LOS ANGELES — Even after his health deteriorated, sidelining him for nearly half a season, Bill McGovern yearned to stay around the players who rejuvenated him and the game that had been a lifelong love.
He returned from a five-game absence to coach UCLA’s defense in the Sun Bowl last December, eagerly announcing that he “absolutely” expected to be the Bruins’ defensive coordinator in 2023. When McGovern’s health issues forced him into a less demanding role as director of football administration, he remained a regular at spring practices, his presence a symbol of perseverance.
On Tuesday, having fought an undisclosed form of cancer to the very end, McGovern succumbed while surrounded by family at his Southern California home. He was 60.
“It was the honor of Bill’s coaching career to be the defensive coordinator for the UCLA Bruins, and this past season was one of the highlights of Bill’s coaching career,” McGovern’s family said in a statement. “We are so thankful for the opportunity to be a part of such a historic athletic tradition and, more importantly, we could not have made it through this past year without the love and prayers of our UCLA family.”

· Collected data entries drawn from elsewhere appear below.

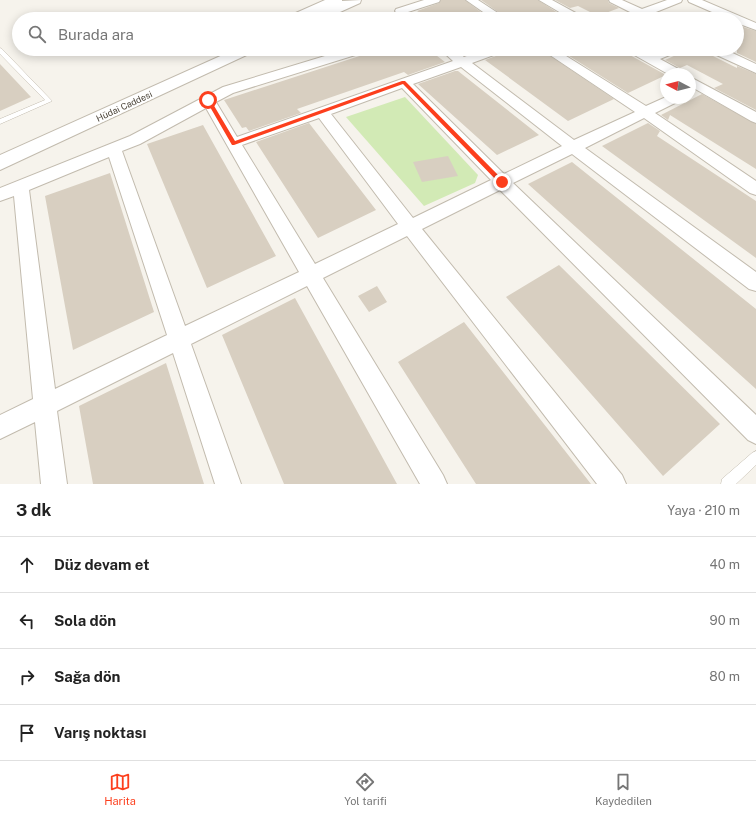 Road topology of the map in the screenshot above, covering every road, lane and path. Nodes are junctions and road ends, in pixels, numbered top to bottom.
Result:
1 (336, 0) edge
2 (355, 0) edge
3 (435, 0) edge
4 (471, 0) edge
5 (544, 0) edge
6 (614, 0) edge
7 (677, 0) edge
8 (693, 0) edge
9 (309, 12) edge
10 (328, 12) edge
11 (401, 12) edge
12 (490, 12) edge
13 (566, 12) edge
14 (639, 12) edge
15 (644, 12) edge
16 (719, 12) edge
17 (756, 13) edge
18 (744, 19) edge
19 (744, 23) edge
20 (756, 27) edge
21 (0, 51) edge
22 (211, 56) edge
23 (233, 56) edge
24 (337, 56) edge
25 (455, 56) edge
26 (477, 56) edge
27 (558, 56) edge
28 (646, 56) edge
29 (658, 56) edge
30 (729, 56) edge
31 (651, 59) junction
32 (462, 61) junction
33 (667, 68) edge
34 (756, 69) edge
35 (404, 82) junction
36 (696, 88) edge
37 (208, 100) junction
38 (662, 104) edge
39 (322, 112) junction
40 (645, 112) junction
41 (756, 118) edge
42 (0, 122) edge
43 (234, 143) junction
44 (574, 147) junction
45 (114, 149) junction
46 (0, 151) edge
47 (0, 163) edge
48 (502, 182) junction
49 (21, 186) junction
50 (756, 189) edge
51 (0, 195) edge
52 (410, 227) junction
53 (312, 275) junction
54 (756, 284) edge
55 (179, 340) junction
56 (46, 405) junction
57 (0, 428) edge
58 (756, 432) edge
59 (756, 457) edge
60 (54, 484) edge
61 (228, 484) edge
62 (434, 484) edge
63 (613, 484) edge
64 (728, 484) edge

1 - 9 street
2 - 10 street
3 - 11 street
4 - 12 street
5 - 13 street
6 - 14 street
7 - 15 street
8 - 16 street
17 - 18 street
19 - 20 street
21 - 42 lane
22 - 46 street, Hüdai Caddesi
23 - 47 street, Hüdai Caddesi
24 - 37 street
25 - 32 street
26 - 32 street
27 - 40 street
28 - 31 street
29 - 31 street
30 - 34 street
31 - 33 street
32 - 35 street
32 - 44 street
35 - 39 street
35 - 48 street
36 - 41 street
37 - 43 street
37 - 45 street
38 - 40 street
39 - 43 street
39 - 52 street
40 - 44 street
40 - 50 street
43 - 53 street
44 - 48 street
44 - 54 street
45 - 49 street
45 - 55 street
48 - 52 street
48 - 58 street
49 - 51 street
49 - 56 street
52 - 53 street
52 - 63 street
53 - 55 street
53 - 62 street
55 - 56 street
55 - 61 street
56 - 57 street
56 - 60 street
59 - 64 lane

Beloved for his self-deprecating humor and deep knowledge of the game, McGovern immediately connected with players a fraction of his age during his one season as the Bruins’ defensive coordinator.
“He just lets me be me,” cornerback Devin Kirkwood said in August. “He’s just helped me express my game in ways I wasn’t able to do last year, so now when I demonstrate it, it just looks like poetry.”
McGovern’s time at UCLA was the final destination in a lengthy coaching career that included a stint as Boston College’s defensive coordinator and several stops in the NFL. A longtime acquaintance of UCLA coach Chip Kelly, the duo first connected when McGovern worked as Kelly’s outside linebackers coach with the Philadelphia Eagles from 2013-15 before taking similar jobs with the New York Giants and Chicago Bears.
Intrigued by McGovern’s NFL experience and understanding of advanced pass defense concepts, Kelly hired him in February 2022 to replace Jerry Azzinaro with hopes of reviving a defense that had been abysmal since Kelly’s arrival in Westwood.
The early returns were promising. McGovern presided over a defense that gave up 25.9 points over seven games, helping the Bruins go 6-1 while rising as high as No. 9 in the national rankings.
His absence over the final five games of the regular season coincided with significant backsliding, UCLA giving up an average of 31.8 points per game. That regression continued upon McGovern’s return, the Bruins surrendering 20 unanswered points during a 37-35 loss to Pittsburgh in the Sun Bowl.
Two months later, McGovern agreed to move into the administrative role when UCLA hired D’Anton Lynn as his replacement at defensive coordinator.
A star defensive back at Holy Cross who set a Division I-AA single-season record with 11 interceptions as a senior in 1984, McGovern commenced his coaching career in 1985 as Penn’s freshman coach. His greatest success came during a 13-year run at Boston College, where he rose from defensive backs coach to defensive coordinator.
The Eagles qualified for a bowl game in each of his first 11 seasons at the school, and he assembled a unit that rose as high as No. 13 in the nation in total defense in 2010 before experiencing a precipitous decline over his last two seasons. Along the way, McGovern coached two Atlantic Coast Conference defensive players of the year in Mark Herzlich (2008) and Luke Kuechly (2011) while developing a reputation for meticulous preparation.
“I had 12 interceptions throughout my career, which is almost unheard of for a linebacker,” Herzlich, who also spent two seasons playing for McGovern in the NFL with the Giants, told The Los Angeles Times in August, “but that’s because we knew what the other team was going to do.”
McGovern is survived by his wife, Colleen, and daughters Amanda, Delainey and Mackenzie. Services are pending.